_Problem:_ All lines holding the word "Manzana" should be located in the records and copied.

_Study material:_
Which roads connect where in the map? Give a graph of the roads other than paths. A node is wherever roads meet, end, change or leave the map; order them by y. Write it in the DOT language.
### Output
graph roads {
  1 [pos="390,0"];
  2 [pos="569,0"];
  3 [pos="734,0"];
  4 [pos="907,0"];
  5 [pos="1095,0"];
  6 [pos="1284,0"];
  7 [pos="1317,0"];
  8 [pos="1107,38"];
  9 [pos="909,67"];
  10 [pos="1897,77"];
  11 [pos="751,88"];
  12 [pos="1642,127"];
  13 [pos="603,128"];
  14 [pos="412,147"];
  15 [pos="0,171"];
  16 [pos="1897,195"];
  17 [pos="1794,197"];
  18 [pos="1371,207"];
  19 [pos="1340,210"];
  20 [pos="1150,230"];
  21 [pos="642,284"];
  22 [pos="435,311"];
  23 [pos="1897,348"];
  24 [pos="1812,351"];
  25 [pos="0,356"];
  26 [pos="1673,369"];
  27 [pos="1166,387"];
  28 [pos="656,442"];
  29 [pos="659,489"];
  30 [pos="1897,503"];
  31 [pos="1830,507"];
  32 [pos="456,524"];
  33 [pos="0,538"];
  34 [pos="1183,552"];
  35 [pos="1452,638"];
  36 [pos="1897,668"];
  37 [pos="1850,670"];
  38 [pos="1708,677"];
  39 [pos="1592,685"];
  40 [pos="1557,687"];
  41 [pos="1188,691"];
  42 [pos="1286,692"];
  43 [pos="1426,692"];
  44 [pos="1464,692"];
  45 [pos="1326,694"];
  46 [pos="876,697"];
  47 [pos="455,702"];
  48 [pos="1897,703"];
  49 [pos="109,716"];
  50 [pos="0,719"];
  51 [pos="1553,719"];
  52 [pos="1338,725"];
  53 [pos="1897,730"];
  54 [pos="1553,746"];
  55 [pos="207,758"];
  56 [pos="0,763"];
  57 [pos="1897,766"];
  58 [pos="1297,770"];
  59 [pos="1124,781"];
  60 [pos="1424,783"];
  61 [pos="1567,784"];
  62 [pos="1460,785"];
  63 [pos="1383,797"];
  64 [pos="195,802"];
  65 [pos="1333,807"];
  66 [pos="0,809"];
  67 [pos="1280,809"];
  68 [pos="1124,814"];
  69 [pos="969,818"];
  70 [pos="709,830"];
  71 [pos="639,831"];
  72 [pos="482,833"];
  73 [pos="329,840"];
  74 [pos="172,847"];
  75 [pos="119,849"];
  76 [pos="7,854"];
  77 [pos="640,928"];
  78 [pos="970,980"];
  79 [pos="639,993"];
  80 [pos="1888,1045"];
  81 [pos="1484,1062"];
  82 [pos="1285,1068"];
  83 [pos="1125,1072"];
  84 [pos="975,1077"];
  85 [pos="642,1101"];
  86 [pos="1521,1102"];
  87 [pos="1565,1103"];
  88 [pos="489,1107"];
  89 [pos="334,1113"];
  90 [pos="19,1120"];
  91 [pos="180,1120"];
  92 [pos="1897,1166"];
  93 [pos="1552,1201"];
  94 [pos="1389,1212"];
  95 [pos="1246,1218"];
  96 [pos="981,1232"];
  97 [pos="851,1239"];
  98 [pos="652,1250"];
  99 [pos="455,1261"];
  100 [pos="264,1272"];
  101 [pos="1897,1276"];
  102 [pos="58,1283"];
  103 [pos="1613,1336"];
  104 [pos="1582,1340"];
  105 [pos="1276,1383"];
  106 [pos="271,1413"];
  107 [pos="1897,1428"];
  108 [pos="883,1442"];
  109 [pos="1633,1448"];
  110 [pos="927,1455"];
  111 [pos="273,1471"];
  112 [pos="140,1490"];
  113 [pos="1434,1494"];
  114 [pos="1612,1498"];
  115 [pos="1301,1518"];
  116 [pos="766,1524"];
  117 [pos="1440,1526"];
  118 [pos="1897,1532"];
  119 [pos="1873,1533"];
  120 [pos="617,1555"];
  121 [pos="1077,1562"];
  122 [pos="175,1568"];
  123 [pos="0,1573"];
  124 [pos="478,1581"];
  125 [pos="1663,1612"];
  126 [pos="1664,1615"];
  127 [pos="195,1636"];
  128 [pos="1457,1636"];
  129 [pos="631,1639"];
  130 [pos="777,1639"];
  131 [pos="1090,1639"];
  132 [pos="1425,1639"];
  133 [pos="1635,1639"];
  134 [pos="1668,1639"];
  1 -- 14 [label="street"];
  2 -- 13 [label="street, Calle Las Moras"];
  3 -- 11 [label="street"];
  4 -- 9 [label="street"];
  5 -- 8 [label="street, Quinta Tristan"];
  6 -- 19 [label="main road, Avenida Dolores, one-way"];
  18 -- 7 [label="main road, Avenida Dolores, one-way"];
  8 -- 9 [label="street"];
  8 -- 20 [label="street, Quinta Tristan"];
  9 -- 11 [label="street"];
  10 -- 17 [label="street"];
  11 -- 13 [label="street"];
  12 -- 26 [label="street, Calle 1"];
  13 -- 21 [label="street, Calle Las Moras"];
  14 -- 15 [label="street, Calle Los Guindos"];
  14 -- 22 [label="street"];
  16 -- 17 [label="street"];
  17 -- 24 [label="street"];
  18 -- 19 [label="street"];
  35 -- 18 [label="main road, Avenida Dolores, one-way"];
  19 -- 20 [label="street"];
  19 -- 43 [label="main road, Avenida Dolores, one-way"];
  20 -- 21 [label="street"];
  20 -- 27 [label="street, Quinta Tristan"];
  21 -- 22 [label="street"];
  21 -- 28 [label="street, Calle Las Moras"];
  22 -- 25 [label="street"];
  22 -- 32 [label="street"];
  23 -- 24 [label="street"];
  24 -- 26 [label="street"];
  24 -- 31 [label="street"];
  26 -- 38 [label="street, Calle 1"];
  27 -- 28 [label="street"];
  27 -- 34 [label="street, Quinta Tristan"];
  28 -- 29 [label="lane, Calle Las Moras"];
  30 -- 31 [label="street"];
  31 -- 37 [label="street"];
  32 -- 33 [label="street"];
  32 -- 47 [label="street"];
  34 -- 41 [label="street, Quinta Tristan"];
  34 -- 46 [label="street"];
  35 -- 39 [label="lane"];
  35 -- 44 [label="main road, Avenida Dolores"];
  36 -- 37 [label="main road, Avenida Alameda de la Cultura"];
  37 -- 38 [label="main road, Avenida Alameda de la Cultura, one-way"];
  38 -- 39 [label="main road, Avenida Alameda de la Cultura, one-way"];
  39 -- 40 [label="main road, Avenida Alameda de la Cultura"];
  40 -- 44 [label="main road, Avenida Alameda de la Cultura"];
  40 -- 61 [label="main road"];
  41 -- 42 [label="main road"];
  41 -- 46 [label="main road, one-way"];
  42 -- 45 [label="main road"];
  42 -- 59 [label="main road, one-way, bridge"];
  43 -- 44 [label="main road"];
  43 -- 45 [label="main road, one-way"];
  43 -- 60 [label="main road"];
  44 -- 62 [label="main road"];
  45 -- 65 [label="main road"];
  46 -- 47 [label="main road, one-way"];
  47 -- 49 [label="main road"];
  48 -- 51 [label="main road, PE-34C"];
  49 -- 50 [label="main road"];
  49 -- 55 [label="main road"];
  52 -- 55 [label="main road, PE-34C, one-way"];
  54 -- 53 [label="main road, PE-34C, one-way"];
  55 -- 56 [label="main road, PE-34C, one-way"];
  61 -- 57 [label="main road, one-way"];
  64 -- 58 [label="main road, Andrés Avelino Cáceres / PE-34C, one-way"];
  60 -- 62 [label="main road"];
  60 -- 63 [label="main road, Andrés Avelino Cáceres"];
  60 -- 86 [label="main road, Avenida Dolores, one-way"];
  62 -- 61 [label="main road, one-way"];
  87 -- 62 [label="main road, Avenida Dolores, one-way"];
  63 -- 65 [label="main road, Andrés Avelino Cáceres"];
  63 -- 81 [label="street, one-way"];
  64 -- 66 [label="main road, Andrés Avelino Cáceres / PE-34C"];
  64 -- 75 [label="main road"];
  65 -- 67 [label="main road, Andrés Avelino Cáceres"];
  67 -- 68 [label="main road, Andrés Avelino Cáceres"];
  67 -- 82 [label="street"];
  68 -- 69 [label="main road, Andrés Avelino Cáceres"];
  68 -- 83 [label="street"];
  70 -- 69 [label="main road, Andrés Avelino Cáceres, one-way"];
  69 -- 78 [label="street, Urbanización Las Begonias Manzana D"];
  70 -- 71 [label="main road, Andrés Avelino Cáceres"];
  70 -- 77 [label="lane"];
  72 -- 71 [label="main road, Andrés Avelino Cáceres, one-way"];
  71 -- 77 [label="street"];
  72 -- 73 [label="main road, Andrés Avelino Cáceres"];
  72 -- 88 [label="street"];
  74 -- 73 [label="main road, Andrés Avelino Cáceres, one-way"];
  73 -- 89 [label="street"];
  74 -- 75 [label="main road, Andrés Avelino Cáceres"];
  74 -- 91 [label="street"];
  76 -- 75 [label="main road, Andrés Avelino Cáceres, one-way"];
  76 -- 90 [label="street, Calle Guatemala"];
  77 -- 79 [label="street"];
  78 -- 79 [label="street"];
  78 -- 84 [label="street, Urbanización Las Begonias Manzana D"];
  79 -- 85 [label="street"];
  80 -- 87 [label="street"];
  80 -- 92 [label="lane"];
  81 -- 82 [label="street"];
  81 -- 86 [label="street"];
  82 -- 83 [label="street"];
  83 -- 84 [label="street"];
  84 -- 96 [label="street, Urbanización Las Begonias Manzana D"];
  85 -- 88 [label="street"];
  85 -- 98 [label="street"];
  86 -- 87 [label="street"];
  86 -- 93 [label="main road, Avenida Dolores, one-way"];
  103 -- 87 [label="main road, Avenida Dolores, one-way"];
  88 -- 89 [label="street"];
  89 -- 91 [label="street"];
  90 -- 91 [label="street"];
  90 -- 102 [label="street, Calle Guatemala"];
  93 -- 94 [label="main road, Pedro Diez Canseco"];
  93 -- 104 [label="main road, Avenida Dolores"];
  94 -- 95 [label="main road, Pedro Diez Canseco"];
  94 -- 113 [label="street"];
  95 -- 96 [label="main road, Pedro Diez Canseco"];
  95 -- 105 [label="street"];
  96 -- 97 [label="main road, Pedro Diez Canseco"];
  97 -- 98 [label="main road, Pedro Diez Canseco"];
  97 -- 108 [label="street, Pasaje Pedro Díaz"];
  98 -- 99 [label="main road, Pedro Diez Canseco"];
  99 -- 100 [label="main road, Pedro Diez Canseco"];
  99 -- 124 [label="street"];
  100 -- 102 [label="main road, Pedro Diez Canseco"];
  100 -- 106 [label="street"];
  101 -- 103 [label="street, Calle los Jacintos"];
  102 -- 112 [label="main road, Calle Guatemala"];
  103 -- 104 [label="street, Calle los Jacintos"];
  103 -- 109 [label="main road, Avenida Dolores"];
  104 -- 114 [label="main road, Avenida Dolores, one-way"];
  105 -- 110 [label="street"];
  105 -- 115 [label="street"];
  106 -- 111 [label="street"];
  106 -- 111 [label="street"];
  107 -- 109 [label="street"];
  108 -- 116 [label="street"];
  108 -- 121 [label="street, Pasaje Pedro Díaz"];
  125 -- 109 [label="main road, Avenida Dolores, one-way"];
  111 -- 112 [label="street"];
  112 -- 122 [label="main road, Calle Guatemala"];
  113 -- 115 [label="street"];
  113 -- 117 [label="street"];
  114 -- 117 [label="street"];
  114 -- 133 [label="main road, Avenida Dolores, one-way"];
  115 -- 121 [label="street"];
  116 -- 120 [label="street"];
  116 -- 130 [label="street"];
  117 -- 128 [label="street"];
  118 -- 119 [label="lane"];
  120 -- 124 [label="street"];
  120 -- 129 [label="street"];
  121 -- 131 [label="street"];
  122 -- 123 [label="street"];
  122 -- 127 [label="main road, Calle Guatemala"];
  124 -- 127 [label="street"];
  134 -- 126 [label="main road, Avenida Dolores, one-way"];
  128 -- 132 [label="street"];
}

_The answer:_
  69 -- 78 [label="street, Urbanización Las Begonias Manzana D"];
  78 -- 84 [label="street, Urbanización Las Begonias Manzana D"];
  84 -- 96 [label="street, Urbanización Las Begonias Manzana D"];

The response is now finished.